Who is considered the outsider?

Merseult? The women? One is beaten up. Her brother is murdered. The violators don’t learn. We love lovable men who make mistakes. Another woman is loved but never knows this. The mother is dead. Did she know how much of an influence she was on her son? Is Robot Woman as beautiful as Merseult? Salamano didn’t like his wife but he missed her. Do we remember the women at the end?

– the Arab. All the Arabs. Not allowed into the courtroom? Not present in our minds. Hardly speaking. Who gets to represent them and what responsibilities do we have in how we present them. Why is the Arab woman with the abusive Catholic man. I’m so glad Ben Okri made the short film, The Insider, and also had “the Arab” reappear at very specific moments.

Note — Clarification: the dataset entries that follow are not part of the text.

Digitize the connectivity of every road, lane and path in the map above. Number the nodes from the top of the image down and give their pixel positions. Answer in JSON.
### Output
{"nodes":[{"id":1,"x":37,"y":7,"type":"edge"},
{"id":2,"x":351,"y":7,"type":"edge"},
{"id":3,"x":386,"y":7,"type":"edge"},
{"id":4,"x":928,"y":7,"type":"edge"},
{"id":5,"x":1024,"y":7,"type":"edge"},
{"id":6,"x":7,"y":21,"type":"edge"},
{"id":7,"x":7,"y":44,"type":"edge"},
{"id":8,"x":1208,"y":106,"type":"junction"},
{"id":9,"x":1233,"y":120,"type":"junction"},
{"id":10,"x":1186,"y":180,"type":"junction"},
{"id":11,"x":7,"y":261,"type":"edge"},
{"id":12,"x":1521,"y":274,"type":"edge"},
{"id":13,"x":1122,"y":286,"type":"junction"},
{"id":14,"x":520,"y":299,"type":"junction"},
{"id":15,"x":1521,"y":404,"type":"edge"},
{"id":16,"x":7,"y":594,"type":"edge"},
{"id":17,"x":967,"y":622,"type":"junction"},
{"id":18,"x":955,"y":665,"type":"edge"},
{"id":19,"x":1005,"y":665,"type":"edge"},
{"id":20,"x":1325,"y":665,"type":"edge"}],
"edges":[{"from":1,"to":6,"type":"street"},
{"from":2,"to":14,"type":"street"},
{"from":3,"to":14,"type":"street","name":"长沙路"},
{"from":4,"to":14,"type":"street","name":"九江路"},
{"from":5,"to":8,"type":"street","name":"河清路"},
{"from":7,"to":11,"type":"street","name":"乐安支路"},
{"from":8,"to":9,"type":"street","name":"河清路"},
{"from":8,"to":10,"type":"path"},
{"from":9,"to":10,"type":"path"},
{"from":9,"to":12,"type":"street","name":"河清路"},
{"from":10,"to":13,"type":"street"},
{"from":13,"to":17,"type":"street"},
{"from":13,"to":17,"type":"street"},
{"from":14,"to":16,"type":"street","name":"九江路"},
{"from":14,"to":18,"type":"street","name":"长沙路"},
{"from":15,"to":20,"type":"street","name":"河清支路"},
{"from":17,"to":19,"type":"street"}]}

– The Parisians and the French people in Algiers. The Perezes, the Cardonas. What are they doing there?

– why does Marie want to marry him? Is he present, simple in his immediacy. Why does she, in the production, break up with him. Has she been alone the whole time?

– who isn’t in the building? Who is outside? I know people who find it unfeasible to enter the space due to The Print Room protest last year. Who doesn’t it actively welcome, are there ways in which it isn’t it a safe space, physically or emotionally? Who gets access to safety and comfort, entertainment and thought?

Who makes the moves, who gets invited where, who squats and murmurs, and who shouts intimacies about themselves, displaying, displaying what?